Extract the full listing below without altering a single character.

>>>>

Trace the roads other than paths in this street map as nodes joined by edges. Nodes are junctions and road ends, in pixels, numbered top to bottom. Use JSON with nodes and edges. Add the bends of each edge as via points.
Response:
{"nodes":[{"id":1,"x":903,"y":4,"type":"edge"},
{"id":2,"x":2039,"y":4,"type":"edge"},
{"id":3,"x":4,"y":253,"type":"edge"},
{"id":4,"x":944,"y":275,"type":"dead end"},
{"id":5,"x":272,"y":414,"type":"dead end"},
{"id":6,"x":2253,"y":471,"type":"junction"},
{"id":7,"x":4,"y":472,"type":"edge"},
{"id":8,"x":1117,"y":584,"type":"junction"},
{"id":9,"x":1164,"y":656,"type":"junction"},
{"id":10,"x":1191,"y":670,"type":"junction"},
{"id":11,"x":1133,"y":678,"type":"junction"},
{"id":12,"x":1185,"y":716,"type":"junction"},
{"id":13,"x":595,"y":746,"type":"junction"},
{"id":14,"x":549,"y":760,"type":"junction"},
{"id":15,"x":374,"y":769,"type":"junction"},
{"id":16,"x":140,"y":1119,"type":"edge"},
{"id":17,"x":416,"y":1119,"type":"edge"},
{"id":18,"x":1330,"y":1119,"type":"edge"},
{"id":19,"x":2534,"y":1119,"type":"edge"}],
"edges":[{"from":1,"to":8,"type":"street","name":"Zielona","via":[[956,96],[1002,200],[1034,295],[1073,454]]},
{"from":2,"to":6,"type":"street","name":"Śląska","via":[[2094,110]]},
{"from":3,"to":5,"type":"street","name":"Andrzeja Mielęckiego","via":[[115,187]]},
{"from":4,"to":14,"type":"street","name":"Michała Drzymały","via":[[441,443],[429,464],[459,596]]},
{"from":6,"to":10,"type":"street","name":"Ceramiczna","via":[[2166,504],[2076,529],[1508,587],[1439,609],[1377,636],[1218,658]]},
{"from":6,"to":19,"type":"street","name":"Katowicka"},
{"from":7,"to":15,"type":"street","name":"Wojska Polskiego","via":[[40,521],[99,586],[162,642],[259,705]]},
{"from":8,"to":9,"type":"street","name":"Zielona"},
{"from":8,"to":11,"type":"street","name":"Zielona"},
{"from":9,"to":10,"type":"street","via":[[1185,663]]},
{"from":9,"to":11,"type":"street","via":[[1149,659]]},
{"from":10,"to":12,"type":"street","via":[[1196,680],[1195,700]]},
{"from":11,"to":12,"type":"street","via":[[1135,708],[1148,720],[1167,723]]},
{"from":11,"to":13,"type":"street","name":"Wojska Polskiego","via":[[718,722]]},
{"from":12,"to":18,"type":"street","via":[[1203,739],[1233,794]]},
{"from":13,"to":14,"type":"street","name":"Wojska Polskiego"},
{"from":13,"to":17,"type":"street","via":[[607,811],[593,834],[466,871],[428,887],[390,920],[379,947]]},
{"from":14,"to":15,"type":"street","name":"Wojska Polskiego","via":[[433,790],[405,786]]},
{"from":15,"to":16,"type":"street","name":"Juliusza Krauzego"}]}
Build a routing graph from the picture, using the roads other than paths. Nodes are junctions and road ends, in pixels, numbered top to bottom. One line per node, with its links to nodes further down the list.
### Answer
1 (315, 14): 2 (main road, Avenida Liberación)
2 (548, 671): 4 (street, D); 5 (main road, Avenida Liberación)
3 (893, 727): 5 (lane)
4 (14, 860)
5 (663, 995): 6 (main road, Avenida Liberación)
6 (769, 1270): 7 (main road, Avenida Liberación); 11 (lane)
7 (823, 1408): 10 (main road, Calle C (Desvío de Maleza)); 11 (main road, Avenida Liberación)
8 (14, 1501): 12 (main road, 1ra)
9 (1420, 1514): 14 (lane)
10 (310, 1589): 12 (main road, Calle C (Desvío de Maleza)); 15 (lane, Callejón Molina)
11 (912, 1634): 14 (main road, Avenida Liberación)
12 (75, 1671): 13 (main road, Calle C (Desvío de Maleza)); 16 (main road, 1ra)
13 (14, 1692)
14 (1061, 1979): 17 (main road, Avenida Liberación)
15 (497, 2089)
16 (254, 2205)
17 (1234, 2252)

<<<<

> [TASK RESPONSE]
Trace the roads other than paths in this street map as nodes joined by edges. Nodes are junctions and road ends, in pixels, numbered top to bottom. Use JSON with nodes and edges. Add the bends of each edge as via points.
Response:
{"nodes":[{"id":1,"x":903,"y":4,"type":"edge"},
{"id":2,"x":2039,"y":4,"type":"edge"},
{"id":3,"x":4,"y":253,"type":"edge"},
{"id":4,"x":944,"y":275,"type":"dead end"},
{"id":5,"x":272,"y":414,"type":"dead end"},
{"id":6,"x":2253,"y":471,"type":"junction"},
{"id":7,"x":4,"y":472,"type":"edge"},
{"id":8,"x":1117,"y":584,"type":"junction"},
{"id":9,"x":1164,"y":656,"type":"junction"},
{"id":10,"x":1191,"y":670,"type":"junction"},
{"id":11,"x":1133,"y":678,"type":"junction"},
{"id":12,"x":1185,"y":716,"type":"junction"},
{"id":13,"x":595,"y":746,"type":"junction"},
{"id":14,"x":549,"y":760,"type":"junction"},
{"id":15,"x":374,"y":769,"type":"junction"},
{"id":16,"x":140,"y":1119,"type":"edge"},
{"id":17,"x":416,"y":1119,"type":"edge"},
{"id":18,"x":1330,"y":1119,"type":"edge"},
{"id":19,"x":2534,"y":1119,"type":"edge"}],
"edges":[{"from":1,"to":8,"type":"street","name":"Zielona","via":[[956,96],[1002,200],[1034,295],[1073,454]]},
{"from":2,"to":6,"type":"street","name":"Śląska","via":[[2094,110]]},
{"from":3,"to":5,"type":"street","name":"Andrzeja Mielęckiego","via":[[115,187]]},
{"from":4,"to":14,"type":"street","name":"Michała Drzymały","via":[[441,443],[429,464],[459,596]]},
{"from":6,"to":10,"type":"street","name":"Ceramiczna","via":[[2166,504],[2076,529],[1508,587],[1439,609],[1377,636],[1218,658]]},
{"from":6,"to":19,"type":"street","name":"Katowicka"},
{"from":7,"to":15,"type":"street","name":"Wojska Polskiego","via":[[40,521],[99,586],[162,642],[259,705]]},
{"from":8,"to":9,"type":"street","name":"Zielona"},
{"from":8,"to":11,"type":"street","name":"Zielona"},
{"from":9,"to":10,"type":"street","via":[[1185,663]]},
{"from":9,"to":11,"type":"street","via":[[1149,659]]},
{"from":10,"to":12,"type":"street","via":[[1196,680],[1195,700]]},
{"from":11,"to":12,"type":"street","via":[[1135,708],[1148,720],[1167,723]]},
{"from":11,"to":13,"type":"street","name":"Wojska Polskiego","via":[[718,722]]},
{"from":12,"to":18,"type":"street","via":[[1203,739],[1233,794]]},
{"from":13,"to":14,"type":"street","name":"Wojska Polskiego"},
{"from":13,"to":17,"type":"street","via":[[607,811],[593,834],[466,871],[428,887],[390,920],[379,947]]},
{"from":14,"to":15,"type":"street","name":"Wojska Polskiego","via":[[433,790],[405,786]]},
{"from":15,"to":16,"type":"street","name":"Juliusza Krauzego"}]}
Build a routing graph from the picture, using the roads other than paths. Nodes are junctions and road ends, in pixels, numbered top to bottom. One line per node, with its links to nodes further down the list.
### Answer
1 (315, 14): 2 (main road, Avenida Liberación)
2 (548, 671): 4 (street, D); 5 (main road, Avenida Liberación)
3 (893, 727): 5 (lane)
4 (14, 860)
5 (663, 995): 6 (main road, Avenida Liberación)
6 (769, 1270): 7 (main road, Avenida Liberación); 11 (lane)
7 (823, 1408): 10 (main road, Calle C (Desvío de Maleza)); 11 (main road, Avenida Liberación)
8 (14, 1501): 12 (main road, 1ra)
9 (1420, 1514): 14 (lane)
10 (310, 1589): 12 (main road, Calle C (Desvío de Maleza)); 15 (lane, Callejón Molina)
11 (912, 1634): 14 (main road, Avenida Liberación)
12 (75, 1671): 13 (main road, Calle C (Desvío de Maleza)); 16 (main road, 1ra)
13 (14, 1692)
14 (1061, 1979): 17 (main road, Avenida Liberación)
15 (497, 2089)
16 (254, 2205)
17 (1234, 2252)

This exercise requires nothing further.